• _GOAL OF THE EXERCISE_:
Every record below should be transcribed exactly. Omit the images.

****

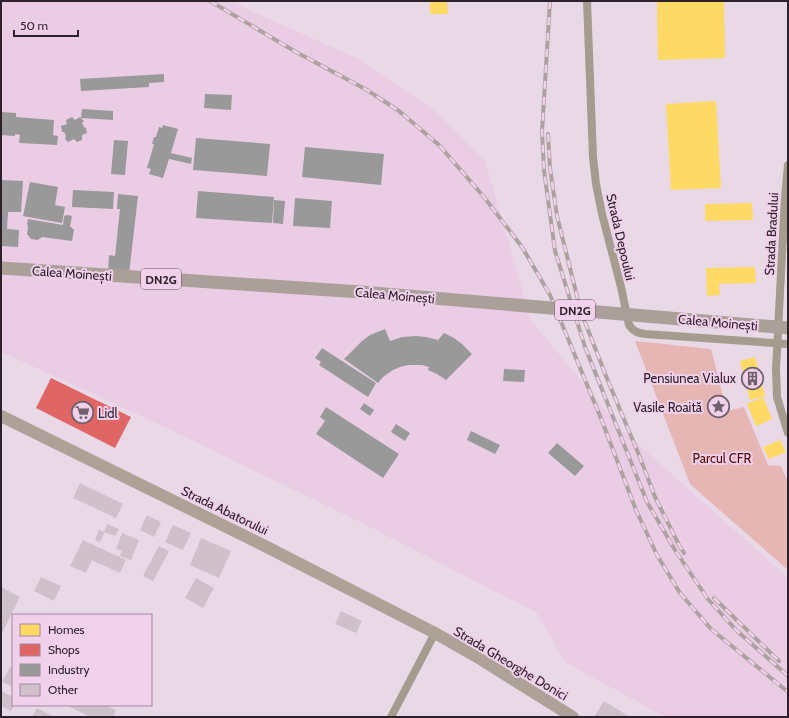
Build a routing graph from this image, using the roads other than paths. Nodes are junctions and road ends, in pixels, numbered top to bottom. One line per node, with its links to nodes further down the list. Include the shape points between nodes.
1 (587, 1): 7 (street, Strada Depoului, via 596,184 629,325 638,333 645,334)
2 (788, 165): 4 (street, Strada Bradului)
3 (1, 268): 6 (main road, Calea Moinești / DN2G, bridge, via 361,292)
4 (780, 307): 5 (street); 7 (street, Strada Bradului)
5 (788, 317)
6 (788, 328)
7 (778, 343): 8 (street, Strada Depoului); 10 (street, Strada Bradului, via 777,397)
8 (788, 344)
9 (1, 416): 11 (street, Strada Abatorului)
10 (788, 433)
11 (435, 633): 12 (street); 13 (street, Strada Gheorghe Donici)
12 (391, 717)
13 (573, 717)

****

• _WORKED SOLUTION_:
Build a routing graph from this image, using the roads other than paths. Nodes are junctions and road ends, in pixels, numbered top to bottom. One line per node, with its links to nodes further down the list. Include the shape points between nodes.
1 (587, 1): 7 (street, Strada Depoului, via 596,184 629,325 638,333 645,334)
2 (788, 165): 4 (street, Strada Bradului)
3 (1, 268): 6 (main road, Calea Moinești / DN2G, bridge, via 361,292)
4 (780, 307): 5 (street); 7 (street, Strada Bradului)
5 (788, 317)
6 (788, 328)
7 (778, 343): 8 (street, Strada Depoului); 10 (street, Strada Bradului, via 777,397)
8 (788, 344)
9 (1, 416): 11 (street, Strada Abatorului)
10 (788, 433)
11 (435, 633): 12 (street); 13 (street, Strada Gheorghe Donici)
12 (391, 717)
13 (573, 717)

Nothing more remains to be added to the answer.